__Task item__:
Return every record below exactly as written, omitting any pictures.
▬▬▬▬▬▬
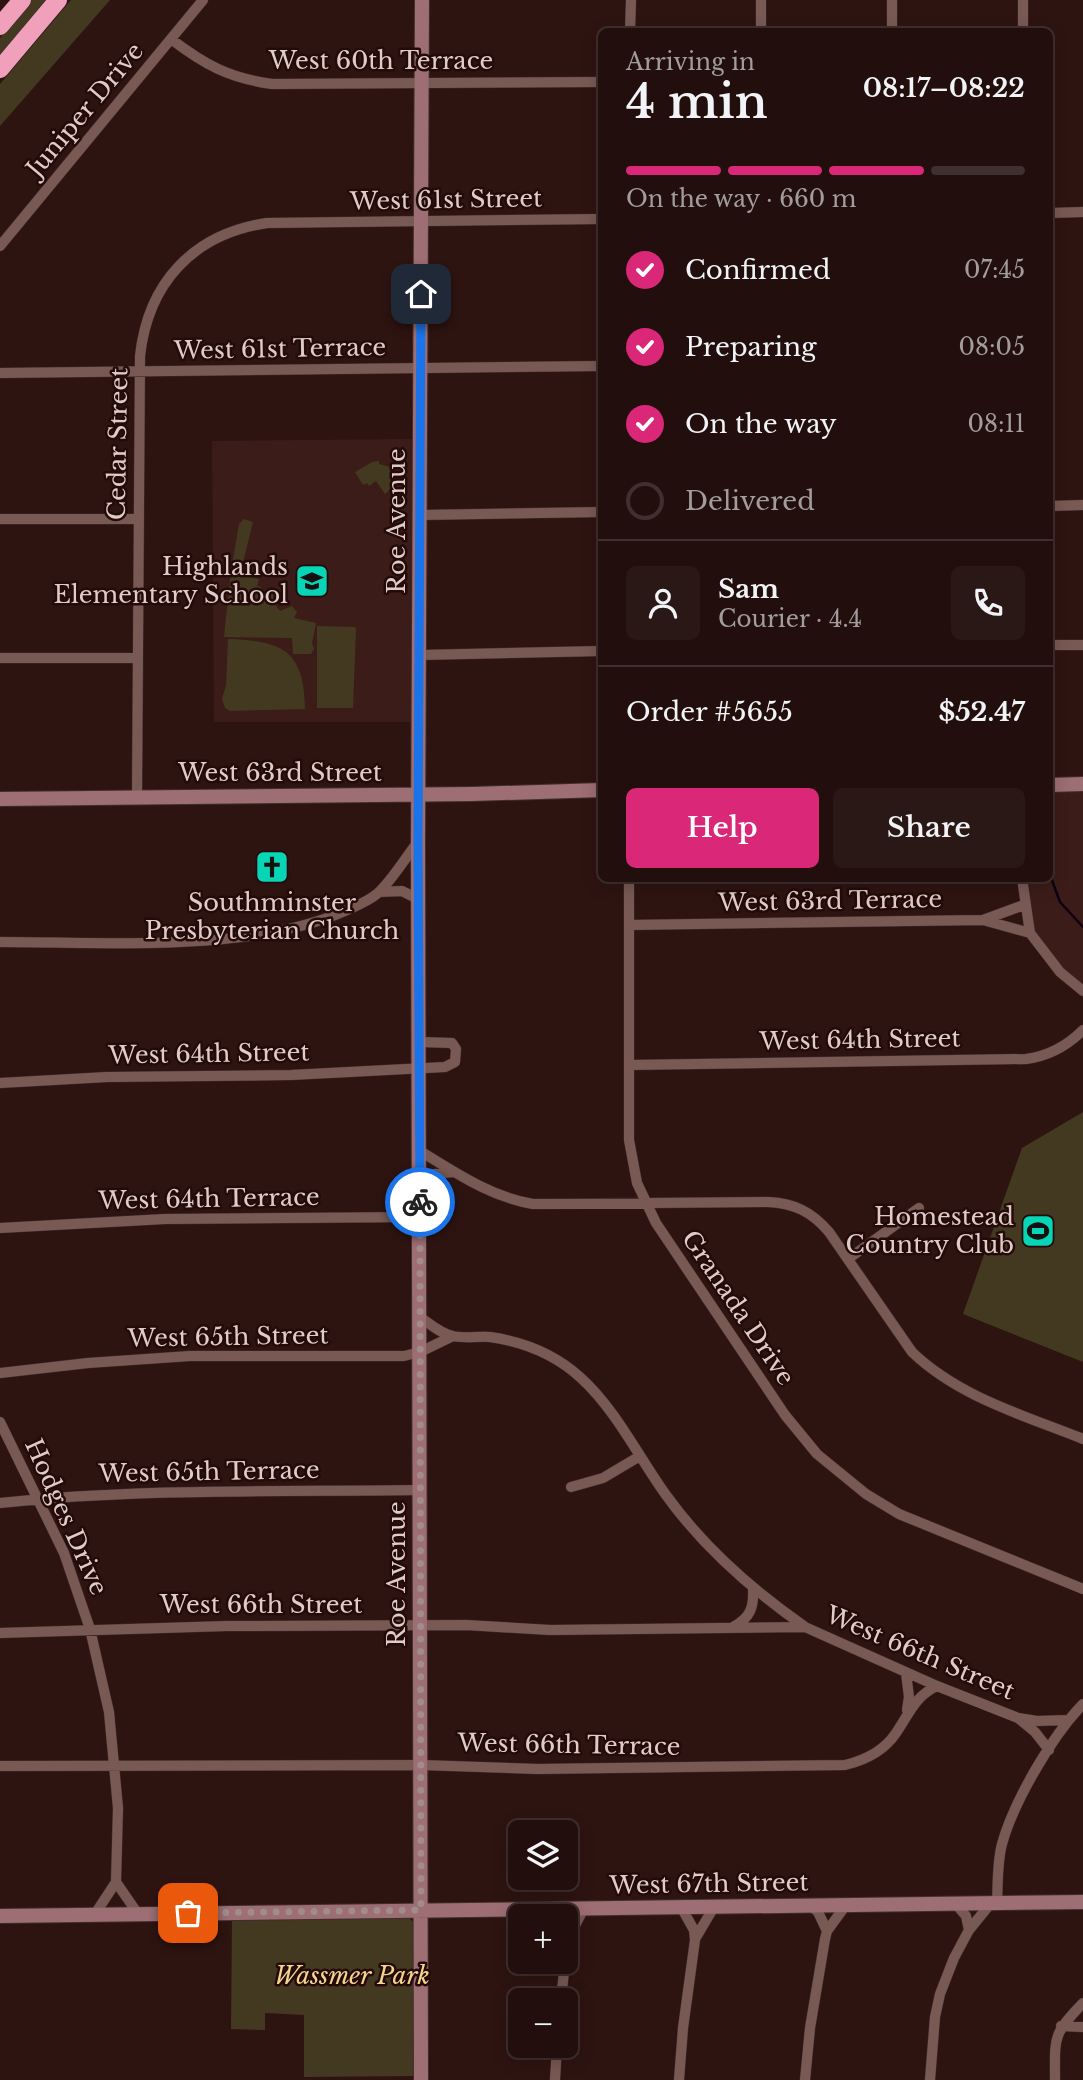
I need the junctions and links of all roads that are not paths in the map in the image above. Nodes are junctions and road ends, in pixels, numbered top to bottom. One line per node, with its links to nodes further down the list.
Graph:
1 (22, 0): 9 (highway)
2 (58, 0): 15 (highway)
3 (203, 0): 14 (street, Juniper Drive)
4 (422, 0): 17 (main road, Roe Avenue)
5 (631, 0): 10 (street)
6 (761, 0): 11 (street)
7 (892, 0): 12 (street)
8 (1023, 0): 13 (street)
9 (0, 26)
10 (630, 28)
11 (761, 28)
12 (892, 28)
13 (1023, 28)
14 (171, 39): 17 (street, West 60th Terrace); 23 (street, Juniper Drive)
15 (0, 69)
16 (598, 82): 17 (street, West 60th Terrace)
17 (421, 84): 21 (main road, Roe Avenue)
18 (1083, 212): 19 (street)
19 (1053, 213)
20 (598, 219): 21 (street, West 61st Street)
21 (421, 221): 22 (street, West 61st Street); 25 (main road, Roe Avenue)
22 (290, 223): 26 (street, Cedar Street)
23 (0, 246)
24 (598, 366): 25 (street, West 61st Terrace)
25 (421, 368): 26 (street, West 61st Terrace); 31 (main road, Roe Avenue)
26 (140, 372): 27 (street, West 61st Terrace); 33 (street, Cedar Street)
27 (0, 373)
28 (1083, 505): 29 (street)
29 (1053, 506)
30 (598, 512): 31 (street)
31 (420, 515): 37 (main road, Roe Avenue)
32 (0, 519): 33 (street)
33 (138, 519): 39 (street, Cedar Street)
34 (1053, 645): 35 (street)
35 (1083, 645)
36 (598, 652): 37 (street)
37 (420, 655): 43 (main road, Roe Avenue)
38 (0, 657): 39 (street)
39 (138, 658): 44 (street, Cedar Street)
40 (1083, 784): 41 (main road)
41 (1053, 785)
42 (598, 790): 43 (main road, West 63rd Street)
43 (419, 795): 44 (main road, West 63rd Street); 46 (main road, Roe Avenue)
44 (137, 797): 45 (main road, West 63rd Street)
45 (0, 799)
46 (418, 841): 49 (street); 50 (main road, Roe Avenue)
47 (629, 882): 53 (street, Granada Drive)
48 (1023, 882): 51 (street)
49 (379, 892): 50 (street); 55 (street)
50 (418, 899): 58 (main road, Roe Avenue)
51 (1024, 905): 52 (street); 54 (street)
52 (983, 920): 53 (street, West 63rd Terrace); 54 (street, West 63rd Terrace)
53 (629, 925): 59 (street, Granada Drive)
54 (1030, 933): 56 (street)
55 (0, 942)
56 (1083, 991)
57 (1083, 1030): 59 (street, West 64th Street)
58 (420, 1042): 60 (main road, Roe Avenue); 60 (street)
59 (629, 1065): 65 (street, Granada Drive)
60 (420, 1068): 61 (street, West 64th Street); 62 (main road, Roe Avenue)
61 (0, 1083)
62 (420, 1152): 63 (street); 64 (main road, Roe Avenue)
63 (454, 1172): 64 (street); 65 (street)
64 (420, 1183): 67 (main road, Roe Avenue)
65 (646, 1203): 69 (street); 82 (street, Granada Drive)
66 (919, 1208): 69 (street)
67 (419, 1217): 68 (street, West 64th Terrace); 70 (main road, Roe Avenue)
68 (0, 1228)
69 (848, 1259): 75 (street)
70 (421, 1317): 71 (street, West 65th Street); 72 (main road, Roe Avenue)
71 (453, 1336): 72 (street, West 65th Street); 76 (street, West 65th Street)
72 (420, 1352): 73 (street, West 65th Street); 78 (main road, Roe Avenue)
73 (0, 1373)
74 (0, 1422): 79 (street, Hodges Drive)
75 (1083, 1439)
76 (640, 1456): 77 (street); 81 (street, West 65th Street)
77 (571, 1487)
78 (420, 1490): 79 (street, West 65th Terrace); 83 (main road, Roe Avenue)
79 (39, 1499): 80 (street, West 65th Terrace); 86 (street, Hodges Drive)
80 (0, 1503)
81 (754, 1589): 84 (street, West 65th Street); 85 (street)
82 (1083, 1589)
83 (420, 1625): 85 (street, West 66th Street); 86 (street, West 66th Street); 95 (main road, Roe Avenue)
84 (805, 1627): 85 (street, West 66th Street); 88 (street, West 66th Street)
85 (733, 1628)
86 (90, 1629): 87 (street, West 66th Street); 97 (street, Hodges Drive)
87 (0, 1633)
88 (906, 1673): 89 (street, West 66th Street); 91 (street)
89 (937, 1686): 91 (street, West 66th Terrace); 92 (street, West 66th Street)
90 (1083, 1704): 93 (street)
91 (906, 1714): 95 (street, West 66th Terrace)
92 (1018, 1718): 93 (street, West 66th Street); 94 (street)
93 (1068, 1720): 94 (street)
94 (1049, 1750): 101 (street)
95 (421, 1765): 97 (street, West 66th Terrace); 108 (main road, Roe Avenue)
96 (0, 1766): 97 (street, West 66th Terrace)
97 (115, 1766): 98 (street, Hodges Drive)
98 (116, 1881): 110 (street); 111 (street)
99 (1083, 1902): 101 (main road, West 67th Street)
100 (955, 1903): 101 (main road, West 67th Street); 103 (main road, West 67th Street); 114 (street)
101 (994, 1903): 114 (street)
102 (810, 1905): 103 (main road, West 67th Street); 105 (main road, West 67th Street); 115 (street)
103 (846, 1905): 115 (street)
104 (681, 1907): 105 (main road, West 67th Street); 106 (main road, West 67th Street); 116 (street)
105 (714, 1907): 116 (street)
106 (583, 1908): 107 (main road, West 67th Street); 113 (street)
107 (578, 1909)
108 (421, 1910): 109 (main road, West 67th Street); 111 (main road, West 67th Street); 122 (main road, Roe Avenue)
109 (508, 1911)
110 (95, 1914): 111 (main road, West 67th Street); 112 (main road, West 67th Street)
111 (138, 1914)
112 (0, 1916)
113 (578, 1917)
114 (969, 1930): 126 (street)
115 (827, 1931): 125 (street)
116 (695, 1940): 124 (street)
117 (1083, 2003): 118 (street); 119 (street)
118 (1083, 2012)
119 (1061, 2026): 120 (street); 127 (street)
120 (1083, 2026)
121 (556, 2058): 123 (street)
122 (421, 2080)
123 (555, 2080)
124 (679, 2080)
125 (805, 2080)
126 (930, 2080)
127 (1055, 2080)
▬▬▬▬▬▬
__Exercise response__:
I need the junctions and links of all roads that are not paths in the map in the image above. Nodes are junctions and road ends, in pixels, numbered top to bottom. One line per node, with its links to nodes further down the list.
Graph:
1 (22, 0): 9 (highway)
2 (58, 0): 15 (highway)
3 (203, 0): 14 (street, Juniper Drive)
4 (422, 0): 17 (main road, Roe Avenue)
5 (631, 0): 10 (street)
6 (761, 0): 11 (street)
7 (892, 0): 12 (street)
8 (1023, 0): 13 (street)
9 (0, 26)
10 (630, 28)
11 (761, 28)
12 (892, 28)
13 (1023, 28)
14 (171, 39): 17 (street, West 60th Terrace); 23 (street, Juniper Drive)
15 (0, 69)
16 (598, 82): 17 (street, West 60th Terrace)
17 (421, 84): 21 (main road, Roe Avenue)
18 (1083, 212): 19 (street)
19 (1053, 213)
20 (598, 219): 21 (street, West 61st Street)
21 (421, 221): 22 (street, West 61st Street); 25 (main road, Roe Avenue)
22 (290, 223): 26 (street, Cedar Street)
23 (0, 246)
24 (598, 366): 25 (street, West 61st Terrace)
25 (421, 368): 26 (street, West 61st Terrace); 31 (main road, Roe Avenue)
26 (140, 372): 27 (street, West 61st Terrace); 33 (street, Cedar Street)
27 (0, 373)
28 (1083, 505): 29 (street)
29 (1053, 506)
30 (598, 512): 31 (street)
31 (420, 515): 37 (main road, Roe Avenue)
32 (0, 519): 33 (street)
33 (138, 519): 39 (street, Cedar Street)
34 (1053, 645): 35 (street)
35 (1083, 645)
36 (598, 652): 37 (street)
37 (420, 655): 43 (main road, Roe Avenue)
38 (0, 657): 39 (street)
39 (138, 658): 44 (street, Cedar Street)
40 (1083, 784): 41 (main road)
41 (1053, 785)
42 (598, 790): 43 (main road, West 63rd Street)
43 (419, 795): 44 (main road, West 63rd Street); 46 (main road, Roe Avenue)
44 (137, 797): 45 (main road, West 63rd Street)
45 (0, 799)
46 (418, 841): 49 (street); 50 (main road, Roe Avenue)
47 (629, 882): 53 (street, Granada Drive)
48 (1023, 882): 51 (street)
49 (379, 892): 50 (street); 55 (street)
50 (418, 899): 58 (main road, Roe Avenue)
51 (1024, 905): 52 (street); 54 (street)
52 (983, 920): 53 (street, West 63rd Terrace); 54 (street, West 63rd Terrace)
53 (629, 925): 59 (street, Granada Drive)
54 (1030, 933): 56 (street)
55 (0, 942)
56 (1083, 991)
57 (1083, 1030): 59 (street, West 64th Street)
58 (420, 1042): 60 (main road, Roe Avenue); 60 (street)
59 (629, 1065): 65 (street, Granada Drive)
60 (420, 1068): 61 (street, West 64th Street); 62 (main road, Roe Avenue)
61 (0, 1083)
62 (420, 1152): 63 (street); 64 (main road, Roe Avenue)
63 (454, 1172): 64 (street); 65 (street)
64 (420, 1183): 67 (main road, Roe Avenue)
65 (646, 1203): 69 (street); 82 (street, Granada Drive)
66 (919, 1208): 69 (street)
67 (419, 1217): 68 (street, West 64th Terrace); 70 (main road, Roe Avenue)
68 (0, 1228)
69 (848, 1259): 75 (street)
70 (421, 1317): 71 (street, West 65th Street); 72 (main road, Roe Avenue)
71 (453, 1336): 72 (street, West 65th Street); 76 (street, West 65th Street)
72 (420, 1352): 73 (street, West 65th Street); 78 (main road, Roe Avenue)
73 (0, 1373)
74 (0, 1422): 79 (street, Hodges Drive)
75 (1083, 1439)
76 (640, 1456): 77 (street); 81 (street, West 65th Street)
77 (571, 1487)
78 (420, 1490): 79 (street, West 65th Terrace); 83 (main road, Roe Avenue)
79 (39, 1499): 80 (street, West 65th Terrace); 86 (street, Hodges Drive)
80 (0, 1503)
81 (754, 1589): 84 (street, West 65th Street); 85 (street)
82 (1083, 1589)
83 (420, 1625): 85 (street, West 66th Street); 86 (street, West 66th Street); 95 (main road, Roe Avenue)
84 (805, 1627): 85 (street, West 66th Street); 88 (street, West 66th Street)
85 (733, 1628)
86 (90, 1629): 87 (street, West 66th Street); 97 (street, Hodges Drive)
87 (0, 1633)
88 (906, 1673): 89 (street, West 66th Street); 91 (street)
89 (937, 1686): 91 (street, West 66th Terrace); 92 (street, West 66th Street)
90 (1083, 1704): 93 (street)
91 (906, 1714): 95 (street, West 66th Terrace)
92 (1018, 1718): 93 (street, West 66th Street); 94 (street)
93 (1068, 1720): 94 (street)
94 (1049, 1750): 101 (street)
95 (421, 1765): 97 (street, West 66th Terrace); 108 (main road, Roe Avenue)
96 (0, 1766): 97 (street, West 66th Terrace)
97 (115, 1766): 98 (street, Hodges Drive)
98 (116, 1881): 110 (street); 111 (street)
99 (1083, 1902): 101 (main road, West 67th Street)
100 (955, 1903): 101 (main road, West 67th Street); 103 (main road, West 67th Street); 114 (street)
101 (994, 1903): 114 (street)
102 (810, 1905): 103 (main road, West 67th Street); 105 (main road, West 67th Street); 115 (street)
103 (846, 1905): 115 (street)
104 (681, 1907): 105 (main road, West 67th Street); 106 (main road, West 67th Street); 116 (street)
105 (714, 1907): 116 (street)
106 (583, 1908): 107 (main road, West 67th Street); 113 (street)
107 (578, 1909)
108 (421, 1910): 109 (main road, West 67th Street); 111 (main road, West 67th Street); 122 (main road, Roe Avenue)
109 (508, 1911)
110 (95, 1914): 111 (main road, West 67th Street); 112 (main road, West 67th Street)
111 (138, 1914)
112 (0, 1916)
113 (578, 1917)
114 (969, 1930): 126 (street)
115 (827, 1931): 125 (street)
116 (695, 1940): 124 (street)
117 (1083, 2003): 118 (street); 119 (street)
118 (1083, 2012)
119 (1061, 2026): 120 (street); 127 (street)
120 (1083, 2026)
121 (556, 2058): 123 (street)
122 (421, 2080)
123 (555, 2080)
124 (679, 2080)
125 (805, 2080)
126 (930, 2080)
127 (1055, 2080)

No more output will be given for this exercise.